Le marteau sans maître

Le marteau sans maître

C’est un succès, à n’en pas douter : c’est le onzième tirage. Onze fois que le même éditeur publie le même livre, c’est tout de même assez rare pour le signaler ; quand c’est un recueil de poésie, c’est encore plus émouvant … N’écoutez pas les Cassandre au service de la lobotomisation des esprits : la poésie n’a pas perdu ses lecteurs, la preuve !

Hé oui, si René Char a publié une grande partie de son œuvre chez Gallimard, son premier éditeur ( après deux publications modestes en plaquettes) fut José Corti, le frêle libraire d’avant-garde, ce Provençal, issu d’une famille de Pernes, qui devint très vite l’ami du poète car, tous les deux, gardaient dans les yeux la même lumière coupante du sud. Ils se comprenaient à demi-mot et s’amusaient comme des collégiens à utiliser des expressions du pays lorsqu’ils conversaient sous l’enseigne du 6, rue de Clichy … Amis, donc, le poète et l’éditeur, à tel point que Char donnera, dès 1930, comme adresse parisienne celle de José Corti. Une solidarité est ainsi née et rien ne parviendra à l’entamer, même si l’éditeur se montre prudent tant il a conscience de la violence comprimée chez son ami, tant il redoute ses explosions.
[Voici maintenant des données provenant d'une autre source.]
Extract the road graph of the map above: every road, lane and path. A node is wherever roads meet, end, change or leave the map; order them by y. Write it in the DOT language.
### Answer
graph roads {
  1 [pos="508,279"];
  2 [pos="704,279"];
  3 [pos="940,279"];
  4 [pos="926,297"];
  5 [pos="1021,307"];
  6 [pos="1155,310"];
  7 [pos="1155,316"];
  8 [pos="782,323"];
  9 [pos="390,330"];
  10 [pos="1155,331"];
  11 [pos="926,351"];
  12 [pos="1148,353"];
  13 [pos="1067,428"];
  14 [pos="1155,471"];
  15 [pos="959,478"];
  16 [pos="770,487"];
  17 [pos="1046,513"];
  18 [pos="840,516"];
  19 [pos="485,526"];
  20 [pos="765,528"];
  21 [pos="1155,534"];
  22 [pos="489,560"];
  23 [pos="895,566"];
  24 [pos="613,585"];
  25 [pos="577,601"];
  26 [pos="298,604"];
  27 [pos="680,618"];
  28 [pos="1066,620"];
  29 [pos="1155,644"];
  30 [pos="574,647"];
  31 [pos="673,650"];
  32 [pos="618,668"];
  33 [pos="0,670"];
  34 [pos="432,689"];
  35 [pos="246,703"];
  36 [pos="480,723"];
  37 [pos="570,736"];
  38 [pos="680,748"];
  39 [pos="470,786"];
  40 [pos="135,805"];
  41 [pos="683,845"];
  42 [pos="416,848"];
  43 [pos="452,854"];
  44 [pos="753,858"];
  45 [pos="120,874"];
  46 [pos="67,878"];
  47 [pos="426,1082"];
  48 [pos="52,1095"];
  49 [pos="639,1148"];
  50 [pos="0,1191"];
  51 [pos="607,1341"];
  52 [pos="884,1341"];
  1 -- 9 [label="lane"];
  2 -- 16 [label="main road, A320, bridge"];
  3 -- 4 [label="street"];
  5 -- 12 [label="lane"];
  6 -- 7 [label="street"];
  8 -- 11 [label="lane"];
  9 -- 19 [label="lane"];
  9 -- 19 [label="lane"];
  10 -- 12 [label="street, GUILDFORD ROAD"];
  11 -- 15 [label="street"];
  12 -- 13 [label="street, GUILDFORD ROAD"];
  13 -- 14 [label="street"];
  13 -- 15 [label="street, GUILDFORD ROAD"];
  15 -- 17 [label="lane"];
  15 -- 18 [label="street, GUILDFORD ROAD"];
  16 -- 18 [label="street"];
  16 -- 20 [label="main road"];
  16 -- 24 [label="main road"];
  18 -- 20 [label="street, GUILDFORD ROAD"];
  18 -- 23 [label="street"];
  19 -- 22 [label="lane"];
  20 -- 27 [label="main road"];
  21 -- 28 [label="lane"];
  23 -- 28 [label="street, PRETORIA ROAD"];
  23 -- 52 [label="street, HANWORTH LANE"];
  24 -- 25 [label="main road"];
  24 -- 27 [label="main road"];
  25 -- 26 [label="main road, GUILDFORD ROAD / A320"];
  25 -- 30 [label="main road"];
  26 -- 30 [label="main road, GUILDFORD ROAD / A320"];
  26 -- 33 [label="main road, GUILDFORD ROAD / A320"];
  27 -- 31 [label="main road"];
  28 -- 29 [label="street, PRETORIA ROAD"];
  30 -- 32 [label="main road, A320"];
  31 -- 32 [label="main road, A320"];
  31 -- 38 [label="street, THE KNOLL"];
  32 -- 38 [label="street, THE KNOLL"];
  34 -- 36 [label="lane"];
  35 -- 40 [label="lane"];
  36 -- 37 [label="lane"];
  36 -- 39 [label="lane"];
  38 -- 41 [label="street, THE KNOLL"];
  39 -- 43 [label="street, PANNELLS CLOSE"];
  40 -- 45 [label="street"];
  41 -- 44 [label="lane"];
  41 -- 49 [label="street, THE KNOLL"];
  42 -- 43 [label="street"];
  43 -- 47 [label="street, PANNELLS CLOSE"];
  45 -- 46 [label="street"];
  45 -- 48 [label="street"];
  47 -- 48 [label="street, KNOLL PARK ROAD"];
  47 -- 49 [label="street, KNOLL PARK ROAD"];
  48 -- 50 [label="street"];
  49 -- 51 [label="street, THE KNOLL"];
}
En effet, si Char apparaît protecteur et rassurant pour ses proches, il peut devenir terrible pour tout autre. Il rêve plus que jamais de révolution, de fracas et aspire à l’embrasement de la société … Il se demande quand les surréalistes cesseront leurs gamineries, et oseront enfin se saisir du problème à bras le corps.
Et, tandis que les Noailles célèbrent, ce 9 juillet 1930, la sorti du premier film surréaliste qu’ils viennent de produire, L’Age d’or (scénario de Dali, mise en scène de Bunuel), Char, à l’autre bout de la France, écrit les premières lignes de son poème en prose, Artine :

Dans le lit qu’on m’avait préparé il y avait : un animal sanguinolent et meurtri, de la taille d’une brioche, un tuyau de plomb, une rafale de vent, un coquillage glacé, une cartouche tirée, deux doigts d’un gant, une tache d’huile …
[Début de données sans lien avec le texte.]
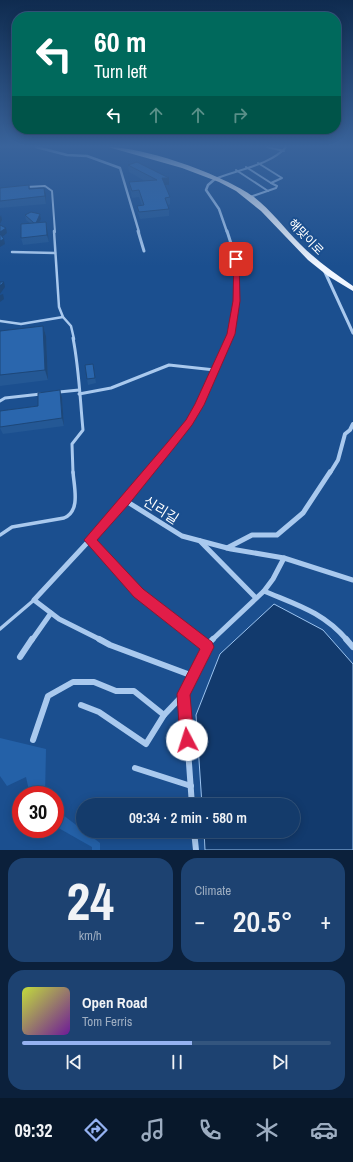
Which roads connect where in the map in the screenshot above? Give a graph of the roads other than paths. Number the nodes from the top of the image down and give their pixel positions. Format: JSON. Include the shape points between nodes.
{"nodes":[{"id":1,"x":24,"y":187,"type":"edge"},
{"id":2,"x":31,"y":187,"type":"edge"},
{"id":3,"x":46,"y":187,"type":"edge"},
{"id":4,"x":125,"y":187,"type":"edge"},
{"id":5,"x":207,"y":187,"type":"edge"},
{"id":6,"x":232,"y":187,"type":"edge"},
{"id":7,"x":261,"y":187,"type":"edge"},
{"id":8,"x":276,"y":187,"type":"edge"},
{"id":9,"x":268,"y":191,"type":"junction"},
{"id":10,"x":250,"y":197,"type":"junction"},
{"id":11,"x":144,"y":251,"type":"dead end"},
{"id":12,"x":12,"y":252,"type":"dead end"},
{"id":13,"x":55,"y":253,"type":"junction"},
{"id":14,"x":324,"y":270,"type":"junction"},
{"id":15,"x":353,"y":289,"type":"edge"},
{"id":16,"x":63,"y":317,"type":"junction"},
{"id":17,"x":0,"y":321,"type":"edge"},
{"id":18,"x":353,"y":333,"type":"edge"},
{"id":19,"x":215,"y":370,"type":"junction"},
{"id":20,"x":79,"y":390,"type":"junction"},
{"id":21,"x":56,"y":392,"type":"edge"},
{"id":22,"x":49,"y":393,"type":"edge"},
{"id":23,"x":79,"y":394,"type":"junction"},
{"id":24,"x":0,"y":400,"type":"edge"},
{"id":25,"x":353,"y":424,"type":"edge"},
{"id":26,"x":126,"y":501,"type":"junction"},
{"id":27,"x":0,"y":534,"type":"edge"},
{"id":28,"x":90,"y":540,"type":"junction"},
{"id":29,"x":200,"y":541,"type":"junction"},
{"id":30,"x":227,"y":548,"type":"junction"},
{"id":31,"x":284,"y":558,"type":"junction"},
{"id":32,"x":353,"y":580,"type":"edge"},
{"id":33,"x":264,"y":591,"type":"junction"},
{"id":34,"x":256,"y":598,"type":"junction"},
{"id":35,"x":34,"y":600,"type":"junction"},
{"id":36,"x":51,"y":613,"type":"junction"},
{"id":37,"x":0,"y":629,"type":"edge"},
{"id":38,"x":208,"y":647,"type":"junction"},
{"id":39,"x":353,"y":647,"type":"edge"},
{"id":40,"x":20,"y":657,"type":"dead end"},
{"id":41,"x":193,"y":676,"type":"junction"},
{"id":42,"x":184,"y":694,"type":"junction"},
{"id":43,"x":81,"y":705,"type":"dead end"},
{"id":44,"x":164,"y":715,"type":"junction"},
{"id":45,"x":33,"y":740,"type":"dead end"},
{"id":46,"x":136,"y":768,"type":"dead end"},
{"id":47,"x":191,"y":786,"type":"junction"},
{"id":48,"x":192,"y":798,"type":"edge"},
{"id":49,"x":195,"y":838,"type":"edge"},
{"id":50,"x":196,"y":850,"type":"edge"}],
"edges":[{"from":1,"to":2,"type":"lane"},
{"from":3,"to":13,"type":"lane","via":[[52,191]]},
{"from":4,"to":11,"type":"street"},
{"from":5,"to":19,"type":"street","name":"신리길","via":[[206,190],[219,209],[236,259],[237,301],[231,334]]},
{"from":6,"to":10,"type":"main road","name":"해맞이로"},
{"from":7,"to":9,"type":"lane"},
{"from":8,"to":9,"type":"lane"},
{"from":9,"to":10,"type":"lane"},
{"from":10,"to":14,"type":"main road","name":"해맞이로"},
{"from":12,"to":13,"type":"lane"},
{"from":13,"to":16,"type":"lane","via":[[59,307]]},
{"from":14,"to":15,"type":"main road","name":"해맞이로"},
{"from":14,"to":18,"type":"street"},
{"from":16,"to":17,"type":"lane","via":[[21,324]]},
{"from":16,"to":20,"type":"lane","via":[[71,326],[78,362]]},
{"from":19,"to":23,"type":"lane","via":[[165,366],[105,390]]},
{"from":19,"to":26,"type":"street","name":"신리길","via":[[189,422]]},
{"from":20,"to":21,"type":"lane"},
{"from":20,"to":23,"type":"lane"},
{"from":22,"to":24,"type":"lane"},
{"from":23,"to":27,"type":"lane","via":[[83,430],[72,444],[75,508],[71,515],[64,518],[12,527]]},
{"from":25,"to":30,"type":"street","via":[[345,434],[338,460],[303,513],[277,534],[252,535]]},
{"from":26,"to":28,"type":"street"},
{"from":26,"to":29,"type":"street","name":"신리길","via":[[182,536]]},
{"from":28,"to":35,"type":"street"},
{"from":28,"to":38,"type":"street","via":[[138,593]]},
{"from":29,"to":30,"type":"street","name":"신리길"},
{"from":29,"to":34,"type":"street"},
{"from":30,"to":31,"type":"street","name":"신리길"},
{"from":31,"to":32,"type":"street","name":"신리길"},
{"from":31,"to":33,"type":"street"},
{"from":33,"to":34,"type":"street"},
{"from":33,"to":39,"type":"street","via":[[318,614]]},
{"from":34,"to":38,"type":"street","via":[[210,642]]},
{"from":35,"to":36,"type":"street"},
{"from":35,"to":37,"type":"lane"},
{"from":36,"to":40,"type":"street"},
{"from":36,"to":41,"type":"street","via":[[110,644]]},
{"from":38,"to":41,"type":"street"},
{"from":41,"to":42,"type":"street"},
{"from":42,"to":44,"type":"street"},
{"from":42,"to":47,"type":"street"},
{"from":43,"to":44,"type":"street","via":[[99,712],[146,744]]},
{"from":44,"to":45,"type":"street","via":[[134,691],[116,691],[94,682],[73,682],[48,696]]},
{"from":46,"to":47,"type":"street"},
{"from":47,"to":48,"type":"street"},
{"from":49,"to":50,"type":"street"}]}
Le mois d’août se passera en Espagne, d’abord chez les Dali : Gala s’entendra très bien avec René Char et ils partageront tous les deux de longues ballades sur la plage. A la fin de son séjour, Dali lui offrira une gravure pour illustrer Artine. Char décide alors de s’installer à Barcelone dès la mi-août, et mène grande vie. Il y fera la connaissance de Pilar dont il s’éprendra, puis rentrera avec elle en Provence. Il se remet à l’écriture et termine, en septembre, Artine d’une seule phrase, un coup de fusil dans le poème : "Le poète a tué son modèle."
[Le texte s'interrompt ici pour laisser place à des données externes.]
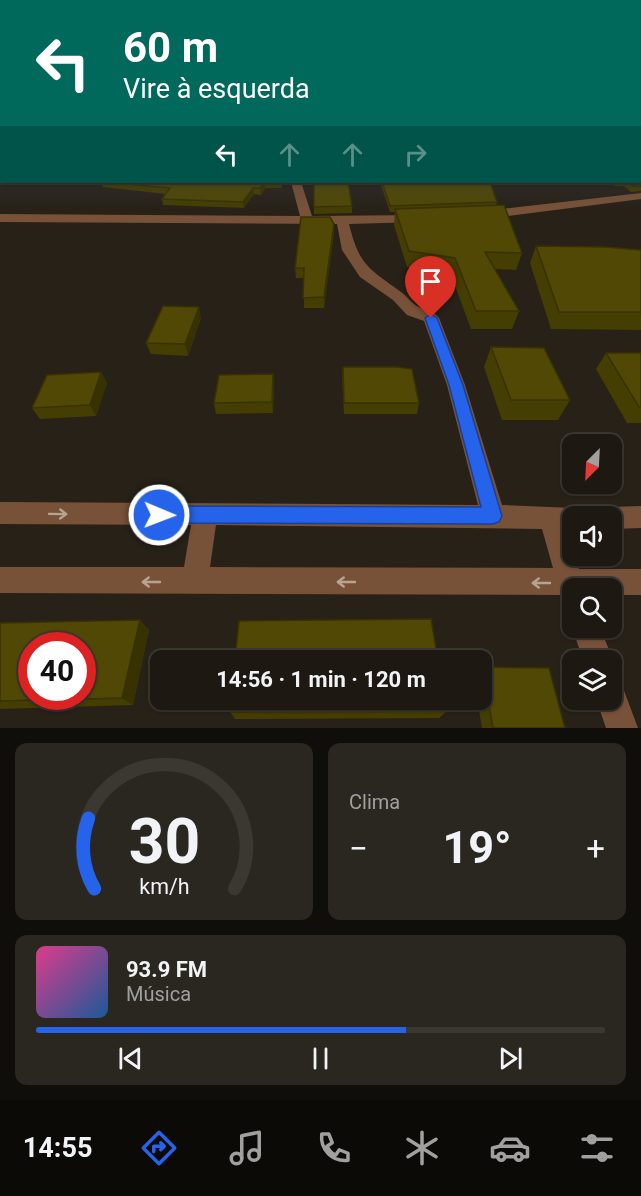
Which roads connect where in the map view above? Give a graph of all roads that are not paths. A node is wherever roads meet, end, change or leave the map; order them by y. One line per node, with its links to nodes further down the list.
1 (296, 183): 6 (street)
2 (641, 196): 3 (street)
3 (474, 216)
4 (0, 218): 6 (street)
5 (432, 218): 7 (street)
6 (307, 220): 7 (street)
7 (342, 220): 10 (street)
8 (0, 513): 9 (street, one-way to 9)
9 (205, 516): 10 (street); 15 (street)
10 (493, 516): 13 (street)
11 (641, 517): 12 (street)
12 (622, 518)
13 (562, 519)
14 (0, 580): 15 (street, one-way to 14)
15 (195, 582): 18 (street, one-way to 15)
16 (641, 582): 17 (street)
17 (622, 583)
18 (562, 586)
19 (616, 710): 20 (street)
20 (622, 728)

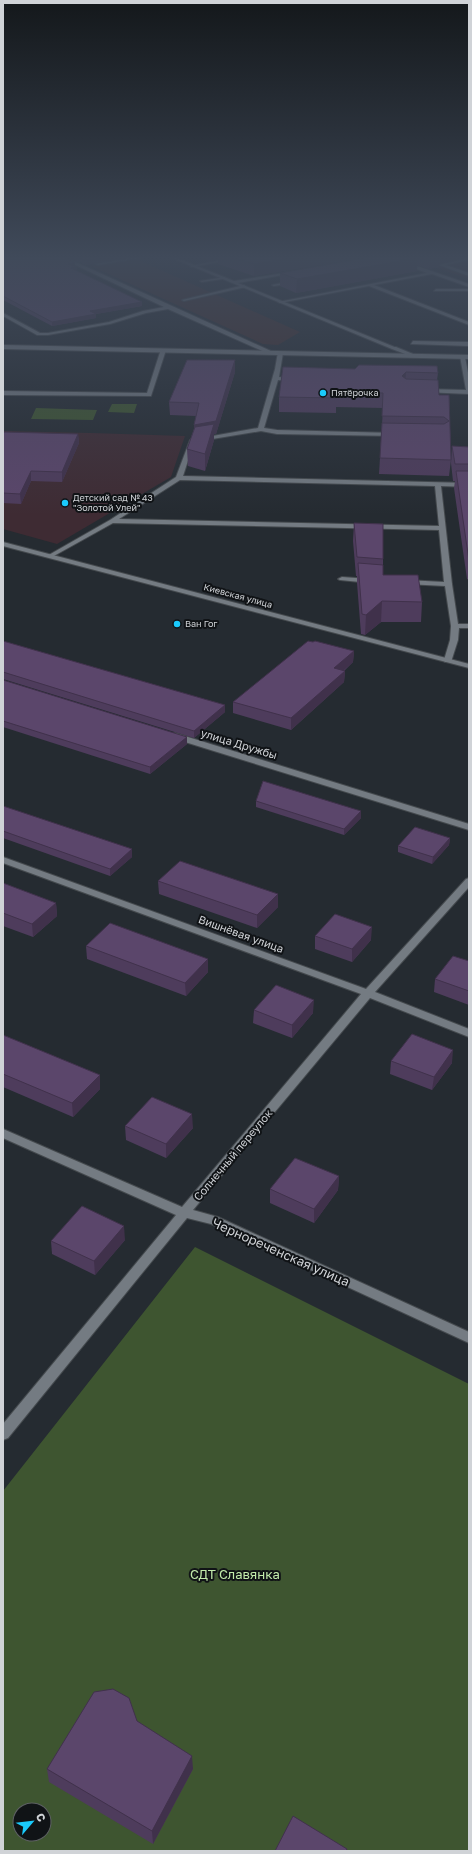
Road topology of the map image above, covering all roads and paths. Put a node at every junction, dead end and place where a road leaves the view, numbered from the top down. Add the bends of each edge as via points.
1 (248, 343) edge
2 (380, 343) edge
3 (413, 343) dead end
4 (469, 344) edge
5 (3, 347) edge
6 (163, 350) junction
7 (271, 353) junction
8 (280, 353) junction
9 (415, 356) junction
10 (462, 357) junction
11 (469, 357) edge
12 (276, 378) junction
13 (299, 379) edge
14 (419, 391) edge
15 (469, 391) edge
16 (3, 393) edge
17 (261, 429) junction
18 (404, 435) edge
19 (179, 478) junction
20 (438, 484) junction
21 (469, 485) edge
22 (112, 521) junction
23 (443, 528) junction
24 (3, 544) edge
25 (50, 556) junction
26 (342, 579) dead end
27 (380, 581) edge
28 (395, 582) edge
29 (448, 584) junction
30 (455, 626) junction
31 (469, 626) edge
32 (448, 660) junction
33 (469, 666) edge
34 (163, 732) edge
35 (469, 827) edge
36 (3, 860) edge
37 (469, 881) edge
38 (368, 993) junction
39 (469, 1034) edge
40 (3, 1133) edge
41 (184, 1213) junction
42 (469, 1338) edge
43 (3, 1434) edge

1 - 7 street
2 - 9 street
3 - 4 street
5 - 6 street
6 - 7 street
6 - 16 street via 149,395
7 - 8 street
8 - 9 street
8 - 12 street
9 - 10 street
10 - 11 street
10 - 15 street
12 - 13 street
12 - 17 street
14 - 15 street
17 - 18 street via 277,432
17 - 19 street via 192,441
19 - 20 street
19 - 22 street
20 - 21 street
20 - 23 street
22 - 23 street
22 - 25 street
23 - 29 street
24 - 25 street, Киевская улица
25 - 32 street, Киевская улица
26 - 27 street
28 - 29 street
29 - 30 street
30 - 31 street
30 - 32 street
32 - 33 street, Киевская улица
34 - 35 street, улица Дружбы
36 - 38 street, Вишнёвая улица
37 - 38 street, Солнечный переулок
38 - 39 street, Вишнёвая улица
38 - 41 street, Солнечный переулок
40 - 41 street, Чернореченская улица
41 - 42 street, Чернореченская улица via 214,1220
41 - 43 street, Солнечный переулок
En 1934, Char, qui s’est lié avec Tristan Tzara, dont il apprécie les analyses politiques et son communisme pragmatique, lui donne à lire ses derniers poèmes. Il compte sur le promeneur dada pour répondre à son attente dans sa verve et son franc-parler. En effet, Char est face à un dilemme : il veut regrouper en volume tous ses textes à partir d’Arsenal.
Il cherche un titre, il hésite entre plusieurs variantes – Le Marteau volant, Le Marteau ailé, Le Marteau libre. Au début de 1934, il opte finalement pour Le Marteau sans maître. Un marteau de forgeron qui ne reconnaît ni Dieu ni diable, un marteau qui vole de ses propres ailes et transperce le poète. Il s’en explique ainsi à Breton : "C’est dans les veines infléchies du silex que débute le Poème. Puis il passe en nous. Nous le chargeons de sa fatalité. Nous orientons son devenir. Incalculablement. Alors c’est lui qui porte le poète dont nous corrigeons la dérive."
Une fois le titre trouvé, il lui faut un éditeur. Char confie alors le manuscrit à Eluard, lui laissant le soin de plaider sa cause chez Gallimard. Cela ne suffit pas : Gallimard tergiverse tant et si bien qu’il finira par refuser de le publier. Char se tourne alors vers José Corti, lequel accepte au nom de l’amitié, du talent et de la Provence !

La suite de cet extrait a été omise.